The Unsettling Scene for Me (pg. 487)
{Could be Trigging}

The only part that unsettled me was the scenes dealing with Monza with Rogont and Shivers with Eider. It went back and forth while at first you thought it was Monza & Shivers having sex. Then the sex is over and you find out that they were having sex with other people. During the scenes with Shivers and Eider, he got rough. Which
is fine, I just had an immediate worry "What if she says stop it? Will he stop? Is this going to become a rape scene? Thankfully that didn't happen. It was fully consensual. That moment of panic before the scene ended was the most unsettled I was the entire book. At the end of the scene when you find out it was Eider and she did this to get Shivers to kill Monza and the look she gets on her face. All while Shivers is
delighted to see and enjoying her pain and fear. It didn't sit well with me. It made sense, it fit with the story and
the characters. It just hit close to home for me.
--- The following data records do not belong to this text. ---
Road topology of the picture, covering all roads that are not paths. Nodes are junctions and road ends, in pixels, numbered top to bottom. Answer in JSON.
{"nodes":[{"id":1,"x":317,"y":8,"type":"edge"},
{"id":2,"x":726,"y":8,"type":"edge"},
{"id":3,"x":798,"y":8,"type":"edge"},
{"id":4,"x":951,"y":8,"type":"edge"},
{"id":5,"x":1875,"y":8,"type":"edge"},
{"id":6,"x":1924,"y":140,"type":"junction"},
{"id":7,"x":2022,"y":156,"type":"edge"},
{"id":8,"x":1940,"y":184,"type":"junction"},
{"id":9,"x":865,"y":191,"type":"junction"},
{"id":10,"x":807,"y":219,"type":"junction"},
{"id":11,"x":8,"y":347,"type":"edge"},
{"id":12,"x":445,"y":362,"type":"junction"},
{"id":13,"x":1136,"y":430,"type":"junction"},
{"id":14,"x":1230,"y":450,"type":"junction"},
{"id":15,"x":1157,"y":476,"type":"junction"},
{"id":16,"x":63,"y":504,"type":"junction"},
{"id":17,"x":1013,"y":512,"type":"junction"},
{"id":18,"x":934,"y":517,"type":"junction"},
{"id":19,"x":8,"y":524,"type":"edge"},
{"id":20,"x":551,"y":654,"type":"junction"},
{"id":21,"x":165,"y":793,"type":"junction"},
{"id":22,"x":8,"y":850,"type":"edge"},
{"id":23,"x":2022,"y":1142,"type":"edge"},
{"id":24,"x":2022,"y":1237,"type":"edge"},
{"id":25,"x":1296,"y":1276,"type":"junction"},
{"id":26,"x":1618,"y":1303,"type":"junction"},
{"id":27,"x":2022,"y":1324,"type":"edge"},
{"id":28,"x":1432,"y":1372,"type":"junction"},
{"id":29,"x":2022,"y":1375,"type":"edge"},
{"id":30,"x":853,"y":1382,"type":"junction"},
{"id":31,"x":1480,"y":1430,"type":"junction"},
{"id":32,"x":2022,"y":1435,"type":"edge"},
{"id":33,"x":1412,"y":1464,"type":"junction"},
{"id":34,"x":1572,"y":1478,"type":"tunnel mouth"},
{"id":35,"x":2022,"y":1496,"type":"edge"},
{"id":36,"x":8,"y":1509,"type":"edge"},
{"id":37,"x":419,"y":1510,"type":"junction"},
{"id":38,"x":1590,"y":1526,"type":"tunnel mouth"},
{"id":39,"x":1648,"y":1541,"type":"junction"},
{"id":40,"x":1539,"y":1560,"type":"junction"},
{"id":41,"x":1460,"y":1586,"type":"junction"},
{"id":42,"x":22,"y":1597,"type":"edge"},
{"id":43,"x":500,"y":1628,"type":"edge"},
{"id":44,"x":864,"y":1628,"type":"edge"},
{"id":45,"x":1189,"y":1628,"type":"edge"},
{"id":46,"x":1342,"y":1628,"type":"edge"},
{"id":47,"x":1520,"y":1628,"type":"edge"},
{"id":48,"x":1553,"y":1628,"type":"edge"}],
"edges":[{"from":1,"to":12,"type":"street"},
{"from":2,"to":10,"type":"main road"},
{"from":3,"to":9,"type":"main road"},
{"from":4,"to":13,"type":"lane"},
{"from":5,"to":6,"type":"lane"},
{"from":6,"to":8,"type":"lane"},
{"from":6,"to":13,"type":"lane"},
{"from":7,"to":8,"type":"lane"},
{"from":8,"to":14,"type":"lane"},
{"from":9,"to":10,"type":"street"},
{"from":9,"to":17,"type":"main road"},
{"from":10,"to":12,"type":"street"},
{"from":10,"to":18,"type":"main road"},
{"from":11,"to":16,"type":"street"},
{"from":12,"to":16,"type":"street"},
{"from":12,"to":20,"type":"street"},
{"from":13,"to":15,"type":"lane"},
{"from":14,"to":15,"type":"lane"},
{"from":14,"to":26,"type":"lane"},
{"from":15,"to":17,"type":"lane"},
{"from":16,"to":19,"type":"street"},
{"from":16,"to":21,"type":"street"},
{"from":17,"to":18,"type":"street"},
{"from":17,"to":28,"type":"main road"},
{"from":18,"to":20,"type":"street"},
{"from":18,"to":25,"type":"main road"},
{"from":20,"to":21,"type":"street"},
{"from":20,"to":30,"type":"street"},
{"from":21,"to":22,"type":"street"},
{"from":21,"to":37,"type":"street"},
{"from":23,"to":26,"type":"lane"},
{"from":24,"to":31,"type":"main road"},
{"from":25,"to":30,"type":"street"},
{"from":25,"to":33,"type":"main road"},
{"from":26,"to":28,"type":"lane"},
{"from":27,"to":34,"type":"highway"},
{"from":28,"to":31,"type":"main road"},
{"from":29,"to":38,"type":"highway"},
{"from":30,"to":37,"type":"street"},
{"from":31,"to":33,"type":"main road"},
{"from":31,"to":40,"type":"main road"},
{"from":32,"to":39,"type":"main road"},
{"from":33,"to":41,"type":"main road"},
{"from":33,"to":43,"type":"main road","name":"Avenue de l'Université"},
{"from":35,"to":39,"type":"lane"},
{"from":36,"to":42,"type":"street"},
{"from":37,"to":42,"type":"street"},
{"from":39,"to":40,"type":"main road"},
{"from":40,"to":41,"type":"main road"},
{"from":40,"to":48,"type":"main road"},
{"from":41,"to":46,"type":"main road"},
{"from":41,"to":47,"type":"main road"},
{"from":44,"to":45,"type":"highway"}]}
All the gore and violence didn't upset me but this could have turned badly seducing to get something sex scene did.

Well, except for the part where Shenkt started carving up and eating that mercenary. Yet still the sex scene came first to mind and sticks with me more. The Shenkt eating scene was more of an ick moment yet fascinating like Hannibal Lecture (which was totally referenced).
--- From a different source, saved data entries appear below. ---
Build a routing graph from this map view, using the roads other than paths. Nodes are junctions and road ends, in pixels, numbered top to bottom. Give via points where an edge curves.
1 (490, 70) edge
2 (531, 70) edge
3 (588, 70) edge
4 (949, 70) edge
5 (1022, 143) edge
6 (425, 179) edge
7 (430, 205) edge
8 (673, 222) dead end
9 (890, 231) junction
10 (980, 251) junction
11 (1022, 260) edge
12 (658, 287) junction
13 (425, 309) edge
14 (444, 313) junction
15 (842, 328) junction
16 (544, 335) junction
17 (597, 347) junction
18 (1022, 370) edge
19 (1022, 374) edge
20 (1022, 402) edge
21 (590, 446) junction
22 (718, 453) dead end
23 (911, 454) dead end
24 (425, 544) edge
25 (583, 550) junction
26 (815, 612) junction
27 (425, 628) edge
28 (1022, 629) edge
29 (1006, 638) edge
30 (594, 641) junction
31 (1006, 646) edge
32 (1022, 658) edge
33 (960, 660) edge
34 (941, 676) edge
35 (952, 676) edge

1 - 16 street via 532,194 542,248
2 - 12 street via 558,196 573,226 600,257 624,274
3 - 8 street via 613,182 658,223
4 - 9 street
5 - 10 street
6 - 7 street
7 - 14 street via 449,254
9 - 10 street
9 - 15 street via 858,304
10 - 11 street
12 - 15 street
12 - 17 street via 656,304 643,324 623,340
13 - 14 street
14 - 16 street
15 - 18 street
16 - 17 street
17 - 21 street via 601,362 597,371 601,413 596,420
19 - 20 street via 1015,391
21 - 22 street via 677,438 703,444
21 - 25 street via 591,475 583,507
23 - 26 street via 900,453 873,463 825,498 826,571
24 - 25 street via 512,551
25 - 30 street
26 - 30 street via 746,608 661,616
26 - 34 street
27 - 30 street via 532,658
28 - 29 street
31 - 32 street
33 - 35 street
The Chapter was titled "To the Victors...".One of things that I liked about the chapter was the change between Monza and Shivers. He's now willing to kill her but she isn't willing to kill him.

Background Tension and Commentary.

The obvious themes here were vengeance and hope. I found the tension between the people of science and those who have seen magic more interesting. Magic is dying out yet those who've seen it know that it is real for now and that is was real in the past. The people of science thinking people believing in magic are crazy and barbarians. The people who have seen magic know that it's true yet have no way to prove it without the magi there to do something. Magic is dying out though while science is beginning to blossom. We've seen the growth of blasting powder. How long til we have guns in the First Law world? Science is going to rein with gold while magic dies forgotten. The stories of the Old Times will just be stories. It's already that way with God, except in Gurtkish where the prophet and the eaters roam free and everyone there knows about them. I'm wondering how this is going to play out with the going on war between the last apprentices of magi.

The other thing I found really interesting was Friendly and the prison system. Friendly was trying to go back into prison since he adapted and couldn't survive outside of it. With the war going on those still in Saftey broke out. Eventually the adapted ones like Friendly even left because they needed food, even though they stayed inside as long as they could. It's an interesting commentary on prison and what happens to prisoners, especially ones like Friendly who grew up in there. I wonder if they are going to have a justice system up and running again and what will happen.

These background tensions and world building is what draws me in so much. The author has sarcastic commentary and often points out these kinds of things. I really enjoy this aspect of the series, I don't think it gets mentioned enough. Looking at this series as an alternative history to Earth there is clearly more here than just bloody fights and swearing.